Mengapa kemudian tanah subur ini ditanami benalu. Mengapa kemudian tanah subur ini ditaburi bibit-bibit koruptor, pemberontak, mafia, dan segenap kawan-kawannya.
Mengapa rumput-rumput kemiskinan, kemelaratan, pengangguran, dan rumput-rumput yang lain itu dibiarkan tetap hidup, tumbuh dan berkembang tanpa ada jeda satu milisekon pun.
NKRI, NKRI, Negara Kesatuan Republik Indonesia, yang begitu kerap kita suarakan dengan begitu lantangnya di ruas-ruas jalan, kini telah terpecah. Bukan hanya menjadi dua, tapi bahkan berkeping-keping.
Tapi tahukah Anda bahwa di setiap kepingan itu terpatri jutaan harapan yang selalu berteriak, makin hari suara harapan itu makin redup. Entahlah. Kami tak pernah tahu, kami tak pernah mengerti.
Hari ini, Selasa, 11 Juni 2013, puluhan pemuda yang mengaku dirinya kaum intelektual, mengoceh di jalanan, entah kepada siapa mereka mengoceh. Kami tak pernah tahu, dan kami tak pernah mengerti. Entah kami yang bodoh ataukah mereka yang terlalu cerdas, sampai-sampai keadaan ini tak mampu dicerna oleh akal sehat kami.

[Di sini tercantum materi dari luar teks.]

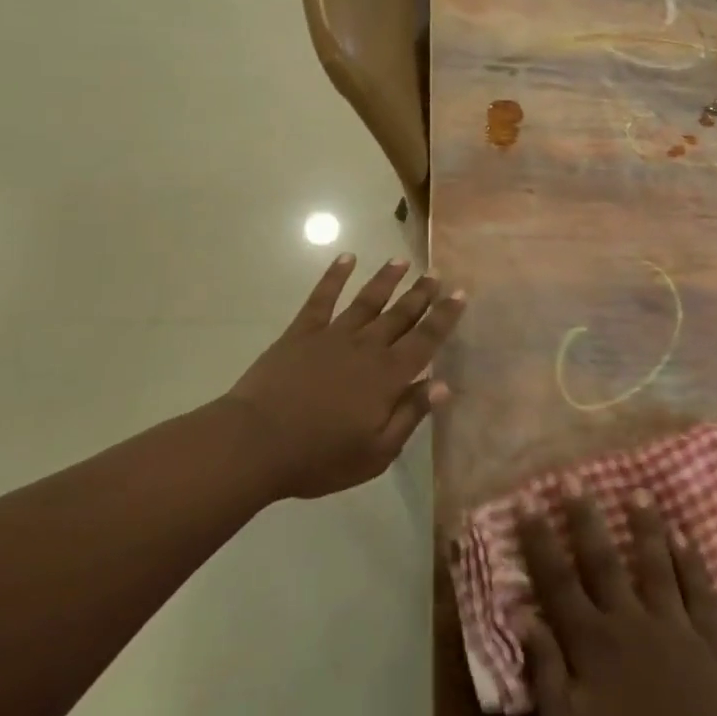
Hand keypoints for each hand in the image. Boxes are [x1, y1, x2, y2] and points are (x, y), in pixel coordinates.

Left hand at [225, 254, 465, 499]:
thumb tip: (443, 384)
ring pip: (367, 300)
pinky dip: (335, 276)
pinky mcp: (302, 332)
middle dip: (421, 294)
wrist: (256, 443)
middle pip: (400, 315)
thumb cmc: (319, 457)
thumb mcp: (376, 452)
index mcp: (388, 376)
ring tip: (401, 261)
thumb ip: (410, 415)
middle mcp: (366, 347)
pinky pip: (322, 298)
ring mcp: (333, 335)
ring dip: (386, 279)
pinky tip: (346, 258)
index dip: (444, 317)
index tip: (460, 294)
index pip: (425, 340)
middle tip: (436, 273)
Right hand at [518, 491, 716, 715]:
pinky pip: (699, 590)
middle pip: (602, 560)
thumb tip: (521, 614)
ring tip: (638, 491)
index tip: (527, 501)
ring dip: (645, 527)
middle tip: (574, 478)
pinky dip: (691, 561)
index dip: (539, 540)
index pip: (557, 581)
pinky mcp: (711, 642)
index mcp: (592, 643)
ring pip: (655, 564)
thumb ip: (545, 672)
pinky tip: (685, 535)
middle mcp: (630, 621)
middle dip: (585, 518)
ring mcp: (674, 626)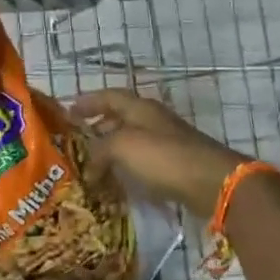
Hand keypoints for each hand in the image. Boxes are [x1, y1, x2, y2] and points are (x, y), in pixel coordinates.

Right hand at [71, 89, 248, 216]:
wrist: (213, 183)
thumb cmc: (164, 157)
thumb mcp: (123, 147)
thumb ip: (100, 150)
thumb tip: (89, 167)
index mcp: (141, 108)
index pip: (109, 96)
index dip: (87, 101)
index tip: (66, 111)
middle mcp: (153, 120)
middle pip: (120, 118)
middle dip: (98, 127)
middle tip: (76, 142)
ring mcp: (167, 142)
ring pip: (131, 141)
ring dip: (112, 150)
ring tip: (91, 166)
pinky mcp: (175, 165)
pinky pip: (143, 162)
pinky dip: (127, 168)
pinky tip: (117, 182)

Dari kejauhan kami coba menerka-nerka, dan hasil terkaan kami adalah 2 km,  ya 2 km di sini, 2 km di sana, 2 km di mana-mana, Anda membuang waktu rakyat-rakyat kecil yang ada dalam 2 km itu. Rakyat yang KATANYA Anda bela, yang KATANYA Anda berjuang demi mereka, yang KATANYA, KATANYA, dan KATANYA.. Kami tidak butuh KATANYA Anda„, kami butuh BUKTINYA Anda membela kami. Mana? Apakah yang Anda maksud membela adalah membuang waktu kami di jalanan? Apakan yang Anda maksud membela adalah membiarkan Bahan Bakar kendaraan kami habis hanya karna Anda, yang katanya membela kami, menutup, menghambat dan merebut hak jalan kami? Sementara Anda sibuk berkoar-koar menyuarakan Bahan Bakar dan Bahan Bakar.. 

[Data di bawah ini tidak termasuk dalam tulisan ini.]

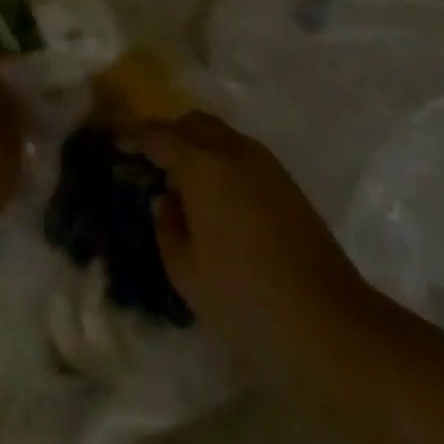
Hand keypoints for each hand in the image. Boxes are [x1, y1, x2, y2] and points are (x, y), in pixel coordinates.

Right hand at [135, 113, 371, 380]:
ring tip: (182, 185)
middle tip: (150, 165)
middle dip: (168, 135)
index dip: (134, 136)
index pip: (159, 134)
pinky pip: (241, 154)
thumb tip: (168, 200)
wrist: (327, 320)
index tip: (117, 144)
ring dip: (197, 146)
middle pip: (193, 122)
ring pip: (221, 135)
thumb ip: (167, 226)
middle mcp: (234, 150)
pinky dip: (221, 161)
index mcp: (203, 165)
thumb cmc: (244, 298)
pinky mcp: (285, 181)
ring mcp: (265, 162)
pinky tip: (217, 200)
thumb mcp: (186, 271)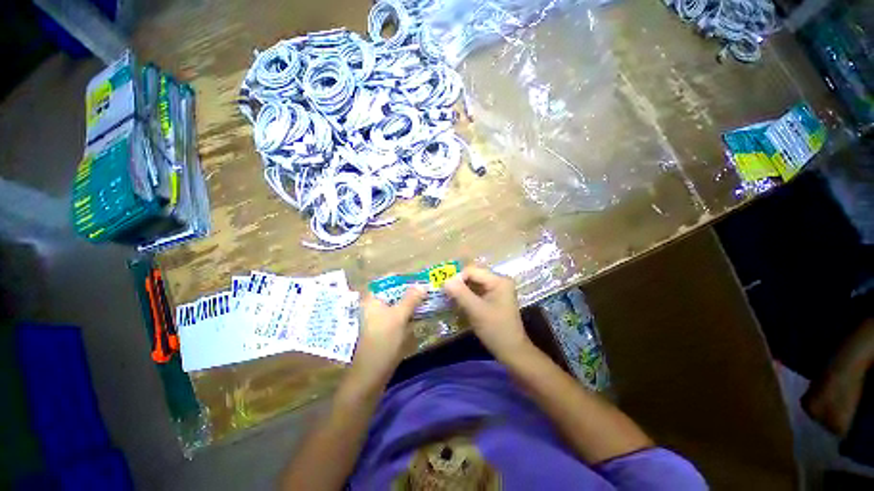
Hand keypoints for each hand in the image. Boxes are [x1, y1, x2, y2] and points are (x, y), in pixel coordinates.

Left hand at [348, 287, 424, 388]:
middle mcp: (374, 305)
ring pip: (397, 304)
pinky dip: (407, 313)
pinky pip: (397, 315)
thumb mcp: (399, 317)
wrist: (370, 374)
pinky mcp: (383, 328)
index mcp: (373, 298)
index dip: (405, 278)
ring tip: (427, 300)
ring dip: (410, 302)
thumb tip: (422, 285)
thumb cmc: (383, 341)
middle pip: (394, 292)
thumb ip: (411, 299)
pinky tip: (419, 314)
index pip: (389, 280)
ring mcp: (378, 317)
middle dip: (410, 290)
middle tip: (427, 290)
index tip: (421, 279)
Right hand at [443, 266, 532, 360]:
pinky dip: (467, 296)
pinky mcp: (493, 298)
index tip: (446, 291)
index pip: (472, 271)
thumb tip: (445, 281)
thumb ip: (460, 294)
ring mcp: (497, 290)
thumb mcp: (476, 311)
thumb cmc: (496, 330)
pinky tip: (459, 304)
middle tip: (446, 295)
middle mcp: (499, 281)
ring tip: (451, 300)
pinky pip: (477, 292)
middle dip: (459, 284)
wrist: (512, 351)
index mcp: (498, 280)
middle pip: (473, 276)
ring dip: (462, 291)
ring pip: (473, 284)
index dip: (457, 278)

Demokrasi ??? Jujur, kami mungkin tak sepandai Anda. Tapi setidaknya kami paham akan arti demokrasi. Kami tahu dan kami mengerti bahwa demokrasi itu adalah kebebasan berpendapat. Yaaaaa, kami tidak mempersalahkan kebebasan berpendapat Anda. Silahkan.. Anda bebas mengutarakan pendapat. Tapi, lebih jauh kami memahami bahwa demokrasi adalah kebebasan untuk berpendapat, bukan kebebasan merebut hak kami demi mengutarakan pendapat, termasuk hak kami sebagai pengguna jalan. Yang kami pahami dari Anda adalah Anda salah menempatkan diri.
Di mana aturan-aturan hakekat yang ada? Uang rakyat adalah untuk menyejahterakan rakyat, bukan pakan ternak para tikus berdasi.. Jalan ini adalah jalan yang seharusnya dapat dinikmati rakyat untuk mencari nafkah demi keberlangsungan hidup, bukan panggung untuk Anda mengoceh, juga bukan arena untuk Anda adu kekuatan dan egoisme.
Jam 10 malam, gas air mata masih mengoyak mata, memaksa air mata menetes. Ya kami menangis, kami menangis bukan karena gas air mata, tapi hati kami menangis menyaksikan tanah subur kami yang indah dan damai, kini menjadi ajang adu pendapat, adu egoisme, adu kekuatan. Tak ada lagi keindahan, tak ada lagi kedamaian. Yang ada hanyalah kegelapan yang begitu mencekam.
Sudahlah, mari kita kembali ke rumah masing-masing. Mari kita rebahkan badan, berbaring. Tataplah langit-langit rumah. Sejenak mari kita bayangkan betapa indahnya langit pagi Indonesia dengan mentari yang begitu hangat. Betapa tenangnya melihat tumbuhan Indonesia yang begitu indah. Betapa tentramnya melihat anak-anak Indonesia bermain dengan riang.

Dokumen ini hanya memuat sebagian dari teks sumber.